On Saudi Arabia’s strong PMI reading
“The average PMI reading for the first quarter of 2019 was 56.5, indicating the strongest quarterly expansion in the non-oil private sector since the fourth quarter 2017.” Khatija Haque, head of Mena research at Emirates NBD.
Global Media on the Saudi Aramco Bond Sale
The Aramco deal is one of the most hotly anticipated debt deals of the year, marking the first time the Saudi oil giant has tapped the international bond market, reports Bloomberg.

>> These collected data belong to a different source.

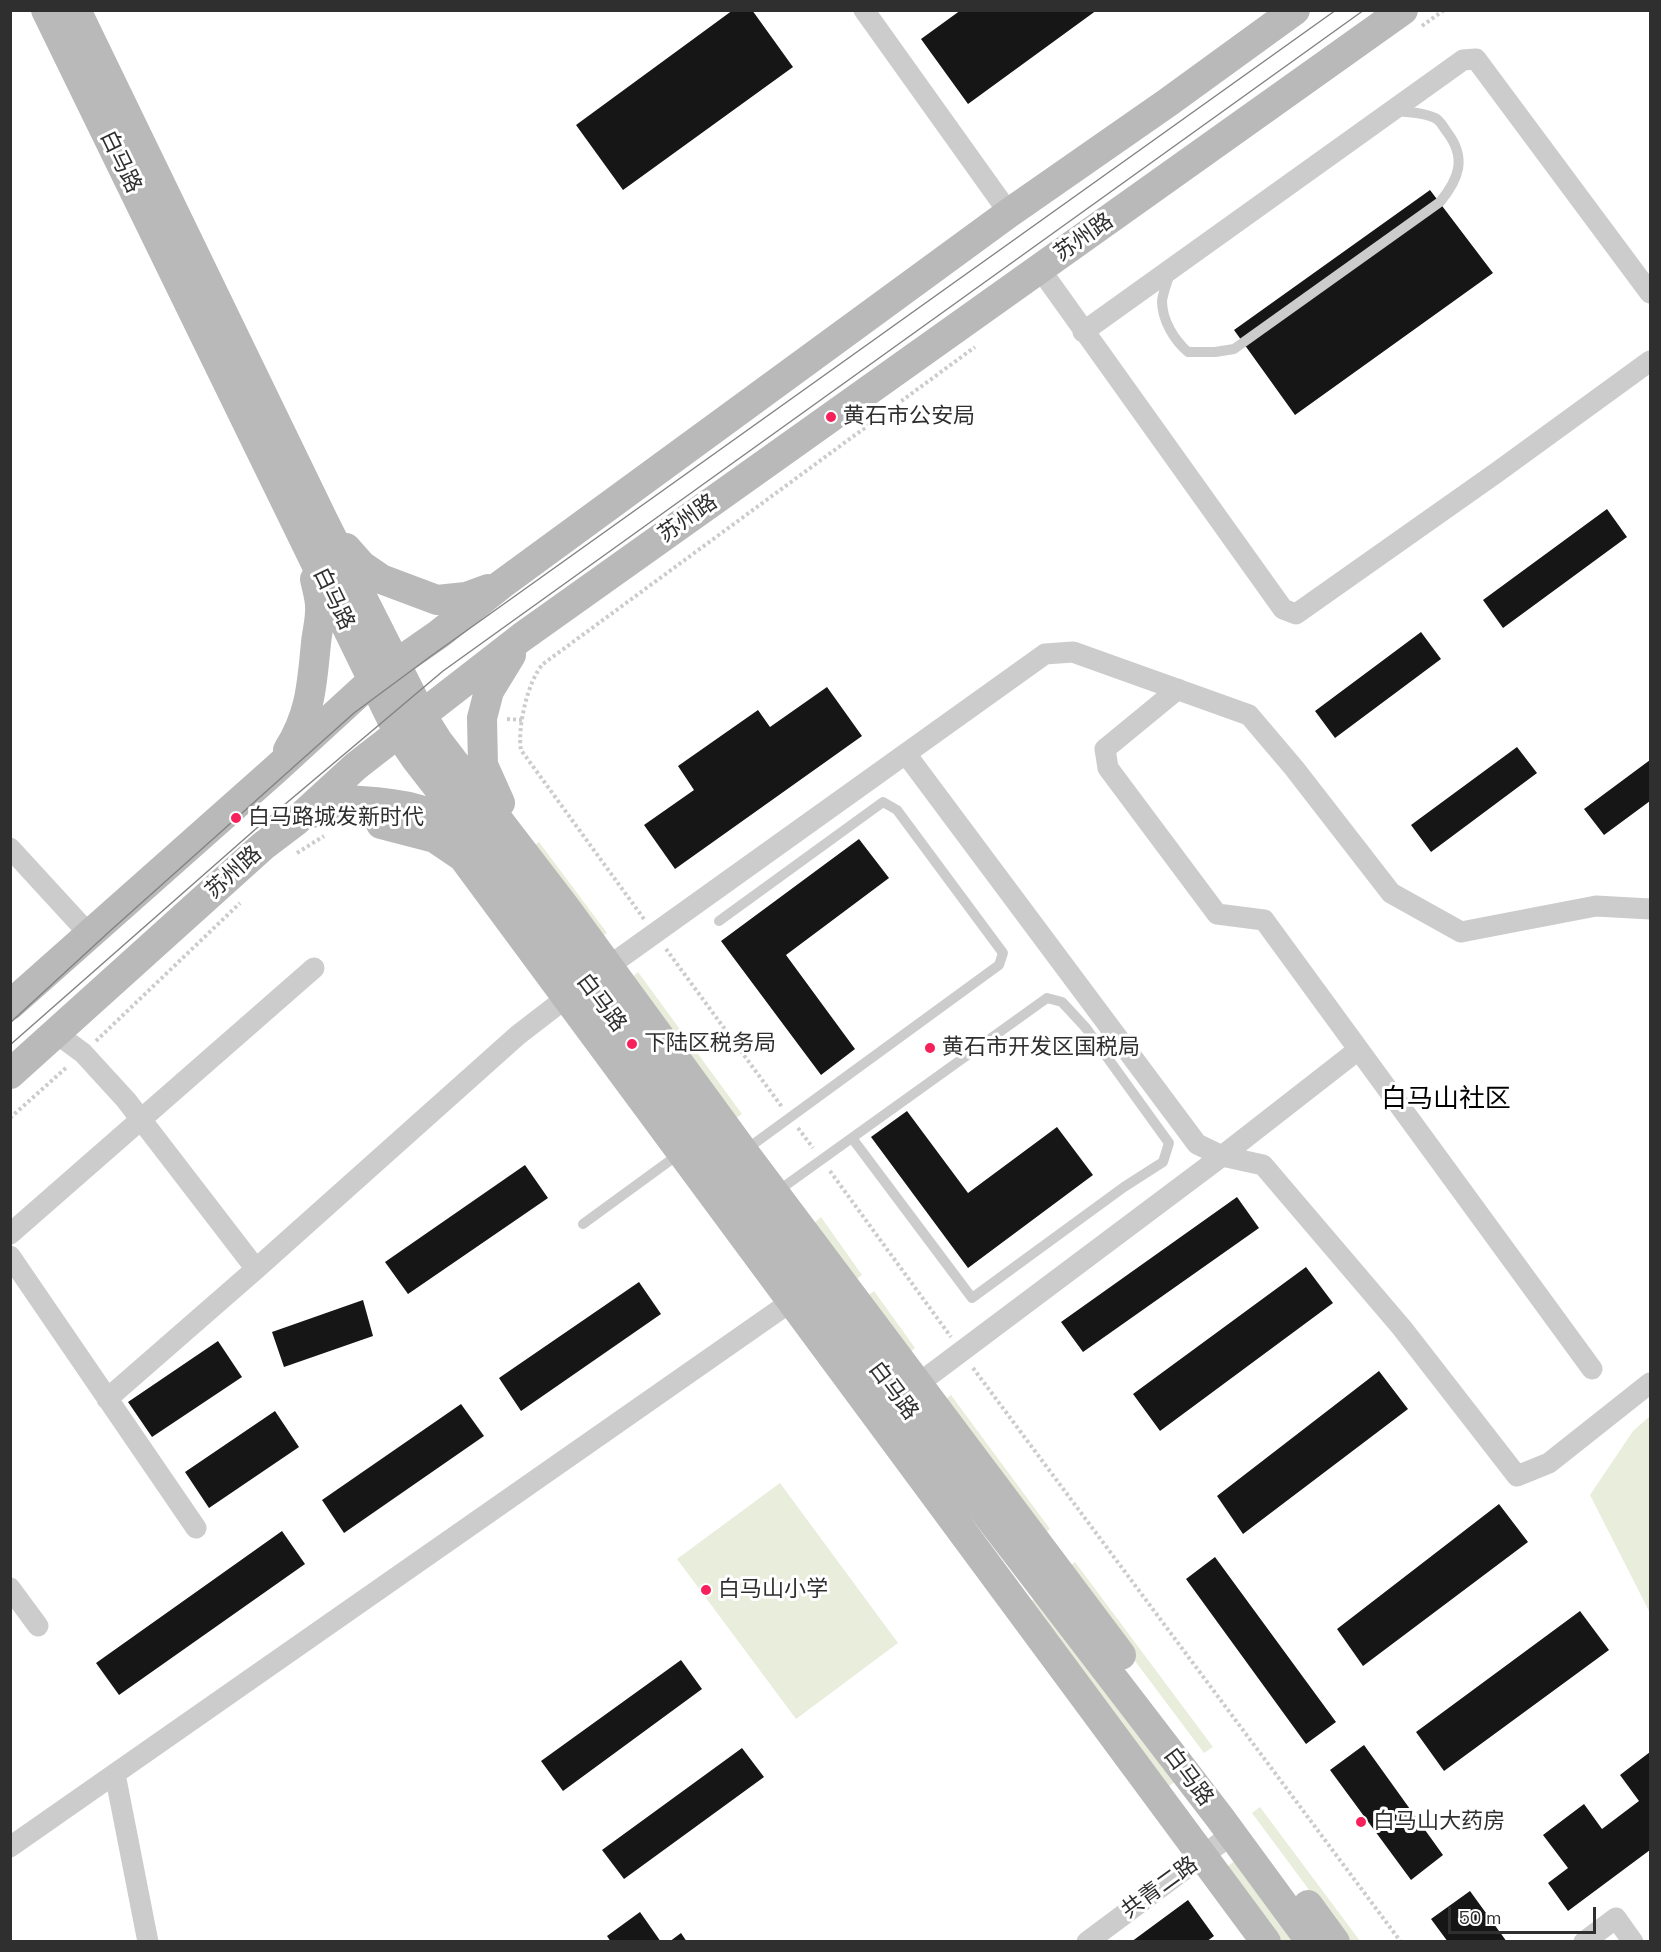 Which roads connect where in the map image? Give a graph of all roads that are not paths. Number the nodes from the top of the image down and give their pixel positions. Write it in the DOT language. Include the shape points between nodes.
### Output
graph roads {
  1 [pos="46,10"];
  2 [pos="76,10"];
  3 [pos="864,10"];
  4 [pos="1294,10"];
  5 [pos="1409,21"];
  6 [pos="1392,111"];
  7 [pos="1009,213"];
  8 [pos="1040,269"];
  9 [pos="1171,269"];
  10 [pos="1650,293"];
  11 [pos="1083,332"];
  12 [pos="1650,361"];
  13 [pos="312,527"];
  14 [pos="502,584"];
  15 [pos="522,637"];
  16 [pos="385,672"];
  17 [pos="1178,689"];
  18 [pos="411,725"];
  19 [pos="906,754"];
  20 [pos="276,769"];
  21 [pos="296,821"];
  22 [pos="381,824"];
  23 [pos="511,837"];
  24 [pos="10,848"];
  25 [pos="504,872"];
  26 [pos="1650,909"];
  27 [pos="719,921"];
  28 [pos="89,934"];
  29 [pos="609,966"];
  30 [pos="314,968"];
  31 [pos="566,998"];
  32 [pos="10,1005"];
  33 [pos="57,1034"];
  34 [pos="1358,1050"];
  35 [pos="10,1074"];
  36 [pos="142,1120"];
  37 [pos="852,1138"];
  38 [pos="691,1145"];
  39 [pos="744,1151"];
  40 [pos="1222,1156"];
  41 [pos="775,1193"];
  42 [pos="583,1224"];
  43 [pos="10,1234"];
  44 [pos="10,1256"];
  45 [pos="256,1269"];
  46 [pos="802,1293"];
  47 [pos="1592,1369"];
  48 [pos="1650,1383"];
  49 [pos="918,1384"];
  50 [pos="107,1399"];
  51 [pos="196,1528"];
  52 [pos="10,1588"];
  53 [pos="38,1626"];
  54 [pos="115,1774"];
  55 [pos="1232,1834"];
  56 [pos="10,1847"];
  57 [pos="1203,1856"];
  58 [pos="148,1941"];
  59 [pos="1087,1941"];
  60 [pos="1266,1941"];
  61 [pos="1311,1941"];
  62 [pos="1335,1941"];
  63 [pos="1584,1941"];
  64 [pos="1633,1941"];
  1 -- 13 [label="street, 白马路"];
  2 -- 13 [label="street, 白马路"];
  3 -- 7 [label="street"];
  4 -- 7 [label="street"];
  5 -- 8 [label="street, 苏州路"];
  6 -- 9 [label="street"];
  6 -- 9 [label="lane" via="1437,118 1456,143 1459,167 1454,186 1440,202 1234,349 1188,352 1176,341 1162,301"];
  6 -- 10 [label="street" via="1463,60 1476,59"];
  7 -- 14 [label="street"];
  8 -- 11 [label="street"];
  8 -- 15 [label="street, 苏州路"];
  9 -- 11 [label="street"];
  11 -- 12 [label="street" via="1283,609 1296,614"];
  13 -- 14 [label="street" via="381,579 437,600 466,597"];
  13 -- 16 [label="street, 白马路"];
  13 -- 20 [label="street" via="321,609 314,677 300,731"];
  14 -- 16 [label="street"];
  15 -- 18 [label="street, 苏州路"];
  15 -- 23 [label="street" via="489,691 482,718 483,765"];
  16 -- 18 [label="street, 白马路"];
  16 -- 20 [label="street"];
  17 -- 19 [label="street" via="1073,652 1045,654"];
  17 -- 26 [label="street" via="1249,715 1391,893 1461,932 1596,906"];
  17 -- 34 [label="street" via="1105,749 1108,768 1217,914 1264,920"];
  18 -- 21 [label="street, 苏州路" via="356,766"];
  18 -- 23 [label="street, 白马路" via="437,740"];
  18 -- 25 [label="street, 白马路" via="416,759"];
  19 -- 29 [label="street"];
  19 -- 40 [label="street" via="1197,1144"];
  20 -- 28 [label="street"];
  21 -- 25 [label="street" via="342,800 410,807 460,830"];
  21 -- 33 [label="street, 苏州路" via="263,846"];
  22 -- 31 [label="street" via="435,838 463,857"];
  23 -- 29 [label="street, 白马路"];
  24 -- 28 [label="street"];
  25 -- 38 [label="street, 白马路"];
  27 -- 39 [label="lane" via="883,802 897,810 1003,953 999,965"];
  28 -- 32 [label="street"];
  29 -- 39 [label="street, 白马路"];
  30 -- 36 [label="street"];
  31 -- 38 [label="street"];
  31 -- 45 [label="street" via="518,1035"];
  33 -- 35 [label="street, 苏州路"];
  33 -- 36 [label="street" via="83,1053"];
  34 -- 40 [label="street"];
  34 -- 47 [label="street"];
  36 -- 43 [label="street"];
  36 -- 45 [label="street"];
  37 -- 37 [label="lane" via="1047,998 1062,1002 1086,1028 1169,1143 1162,1162 972,1298"];
  37 -- 41 [label="lane"];
  38 -- 42 [label="lane"];
  38 -- 46 [label="street"];
  39 -- 41 [label="street, 白马路"];
  40 -- 48 [label="street" via="1263,1166 1402,1328 1517,1476 1550,1463"];
  40 -- 49 [label="street"];
  41 -- 49 [label="street, 白马路"];
  44 -- 50 [label="street"];
  45 -- 50 [label="street"];
  46 -- 54 [label="street"];
  46 -- 55 [label="street, 白马路"];
  46 -- 57 [label="street"];
  49 -- 62 [label="street, 白马路"];
  50 -- 51 [label="street"];
  52 -- 53 [label="street"];
  54 -- 56 [label="street"];
  54 -- 58 [label="street"];
  55 -- 57 [label="street, 共青二路"];
  55 -- 61 [label="street, 白马路"];
  57 -- 59 [label="street, 共青二路"];
  57 -- 60 [label="street"];
  63 -- 64 [label="street" via="1616,1918"];
}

When Qatar, a rival Middle East nation, sold $12 billion in bonds earlier this year, it got a record $50 billion in orders, evidence of investor appetite for debt of rich, oil-producing nations.
The deal is largely seen as Plan B to raise money for the country’s economic agenda after the initial public offering of Aramco, slated for 2018, was postponed until at least 2021. In effect, Saudi Crown Prince Mohammed bin Salman is using the company’s pristine balance sheet to finance his ambitions.
Aramco, the world’s top oil producer, earlier this month received an “A+” rating from Fitch and an “A1″ rating from Moody’s in its first ever credit ratings, following 2018 earnings that dwarfed those of international oil majors, reports CNBC.
Saudi Arabia has already seen formidable success in its recent tapping of the bond market: It issued $7.5 billion in sovereign bonds in January which drew an impressive $27 billion in orders. Saudi Arabia has “A1” and “A+” ratings from agencies Moody’s and Fitch, respectively, a sign of reliability and low risk for investors.
The Financial Times
Investors have been lured in by the disclosure of hefty profits for the oil company, backed by a high, “single-A” credit rating, the FT reports.
Aramco has told investors that credit rating agency Moody’s would have given it a top-notch triple-A credit rating, if it was not for the close links to the Saudi state. Saudi Aramco provided the Saudi government with 63 per cent of its revenues in 2017 but the government still runs a deficit, and some investors fear further cash could be diverted away from the company, to the detriment of bondholders.
“It is a rare issuer and if you look at the pure credit of the issuer it is extremely attractive,” said Tim Jagger, head of emerging-market debt at Columbia Threadneedle. “But the fate of this company is inextricably tied to the fate of the sovereign and we know the sovereign is running a large fiscal deficit.”
The oil company has been meeting fund managers behind the scenes for several months to lay the groundwork for this debut bond sale. It even enlisted the help of veteran investor Mohamed El-Erian, chief economic adviser at Allianz and a former chief executive of bond giant Pimco, to consult on “technical aspects” of the $10bn offering.